ACTIVITY:
Your reply must consist of the data below, reproduced character for character.

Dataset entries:
____

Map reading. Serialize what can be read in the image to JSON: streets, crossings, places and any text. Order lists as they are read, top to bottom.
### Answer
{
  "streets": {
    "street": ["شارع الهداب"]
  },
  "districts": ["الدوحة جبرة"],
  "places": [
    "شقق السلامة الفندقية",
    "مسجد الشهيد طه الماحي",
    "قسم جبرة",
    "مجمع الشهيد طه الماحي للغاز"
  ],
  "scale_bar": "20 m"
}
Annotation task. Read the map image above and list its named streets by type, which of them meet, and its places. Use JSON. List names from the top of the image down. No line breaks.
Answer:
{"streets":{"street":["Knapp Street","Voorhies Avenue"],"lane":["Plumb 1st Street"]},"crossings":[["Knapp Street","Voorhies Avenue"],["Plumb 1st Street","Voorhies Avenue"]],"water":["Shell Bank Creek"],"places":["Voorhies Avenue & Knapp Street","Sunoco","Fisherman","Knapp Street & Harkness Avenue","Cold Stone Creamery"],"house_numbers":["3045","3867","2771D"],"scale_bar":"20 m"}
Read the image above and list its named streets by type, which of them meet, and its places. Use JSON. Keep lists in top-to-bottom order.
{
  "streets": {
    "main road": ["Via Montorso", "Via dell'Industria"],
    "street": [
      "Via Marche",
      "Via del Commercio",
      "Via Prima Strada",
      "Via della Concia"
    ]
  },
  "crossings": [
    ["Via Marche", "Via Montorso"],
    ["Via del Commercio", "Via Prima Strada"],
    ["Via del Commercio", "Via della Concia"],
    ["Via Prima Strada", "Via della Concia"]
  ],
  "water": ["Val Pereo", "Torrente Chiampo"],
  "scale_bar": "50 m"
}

____

ANSWER BOX:
Map reading. Serialize what can be read in the image to JSON: streets, crossings, places and any text. Order lists as they are read, top to bottom.
### Answer
{
  "streets": {
    "street": ["شارع الهداب"]
  },
  "districts": ["الدوحة جبرة"],
  "places": [
    "شقق السلامة الفندقية",
    "مسجد الشهيد طه الماحي",
    "قسم جبرة",
    "مجمع الشهيد طه الماحي للغاز"
  ],
  "scale_bar": "20 m"
}
Annotation task. Read the map image above and list its named streets by type, which of them meet, and its places. Use JSON. List names from the top of the image down. No line breaks.
Answer:
{"streets":{"street":["Knapp Street","Voorhies Avenue"],"lane":["Plumb 1st Street"]},"crossings":[["Knapp Street","Voorhies Avenue"],["Plumb 1st Street","Voorhies Avenue"]],"water":["Shell Bank Creek"],"places":["Voorhies Avenue & Knapp Street","Sunoco","Fisherman","Knapp Street & Harkness Avenue","Cold Stone Creamery"],"house_numbers":["3045","3867","2771D"],"scale_bar":"20 m"}
Read the image above and list its named streets by type, which of them meet, and its places. Use JSON. Keep lists in top-to-bottom order.
{
  "streets": {
    "main road": ["Via Montorso", "Via dell'Industria"],
    "street": [
      "Via Marche",
      "Via del Commercio",
      "Via Prima Strada",
      "Via della Concia"
    ]
  },
  "crossings": [
    ["Via Marche", "Via Montorso"],
    ["Via del Commercio", "Via Prima Strada"],
    ["Via del Commercio", "Via della Concia"],
    ["Via Prima Strada", "Via della Concia"]
  ],
  "water": ["Val Pereo", "Torrente Chiampo"],
  "scale_bar": "50 m"
}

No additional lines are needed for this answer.